In other pipeline news, BP, Royal Dutch/Shell, and ExxonMobil said they are competing for the nod from PetroChina Co. to build a 4,200 km gas pipeline across China. The pipeline would start in Xinjiang and end in Shanghai. Preliminary indications are that the pipeline would have a throughput of 12 billion cu m/year (OGJ Online, Apr. 27, 2001). BP submitted an initial investment proposal on behalf of a consortium that includes itself and Japanese firms Mitsubishi Heavy Industries, Itochu, and Nissho Iwai. BP noted that it was too soon to say how much the pipeline would cost. ExxonMobil, meanwhile, confirmed it had submitted a proposal in conjunction with China Light & Power. No further details were available.
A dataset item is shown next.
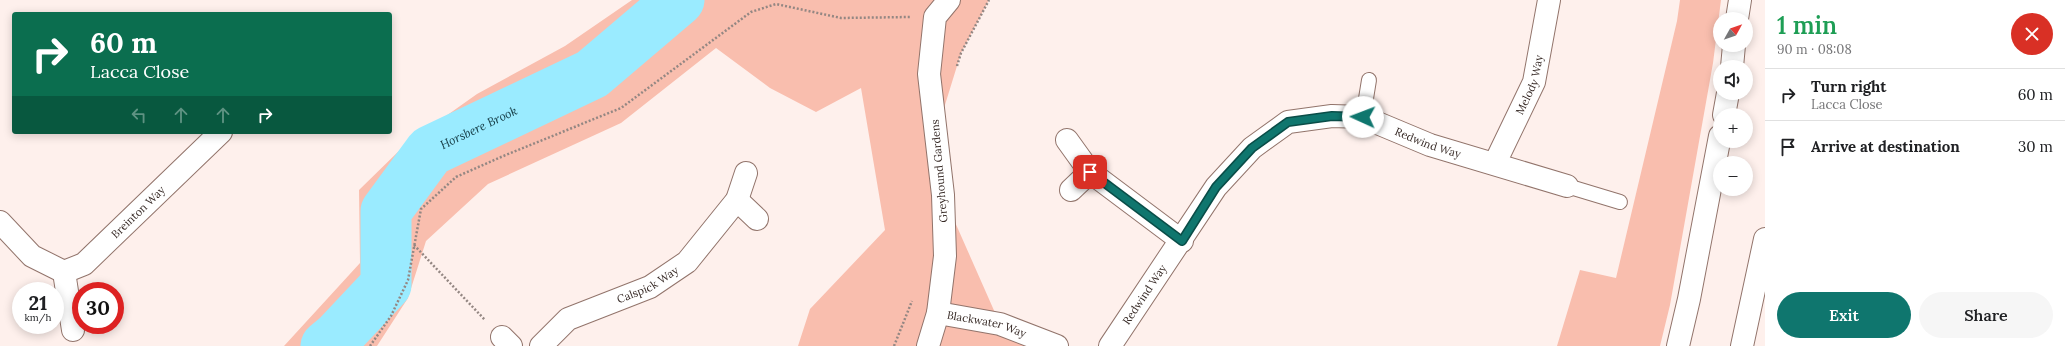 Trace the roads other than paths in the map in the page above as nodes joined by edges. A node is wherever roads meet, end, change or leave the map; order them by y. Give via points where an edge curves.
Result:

And Shell confirmed it had made a proposal on its own, although it hasn't yet created a formal consortium. PetroChina officials have suggested pipeline construction could start in October, with gas deliveries to Shanghai as early as 2003.

THE TANKER NEWS SPOTLIGHT SHINES ON THE USE OF FPSO VESSELS IN THE GULF OF MEXICO.

Conoco formed an alliance with two shipbuilding firms to plan the design and construction of the first shuttle tankers that would qualify to transport oil from a future floating production, storage, and offloading system in the deepest waters of the gulf, officials said.

Conoco established a new wholly owned affiliate, Seahorse Shuttling & Technology, for that purpose. Seahorse subsequently joined with Alabama Shipyard and Samsung Heavy Industries to develop plans for US-built double-hull shuttle tankers that could be ready for service in 2004.

Conoco and Samsung have already completed an extensive conceptual design for a new tanker classification, designated as the Gulf of Mexico Maximum Cargo (Gomax) shuttle tanker. It's a double-hulled, dynamically positioned vessel with a capacity of more than 550,000 bbl of oil that will meet the 40-ft draft restrictions of most US ports along the gulf.

The US Coast Guard requires that tankers operating in US waters be double-hulled. But Conoco was the first oil company to begin building only double-hulled vessels as an environmental safety measure, even before federal requirements were established.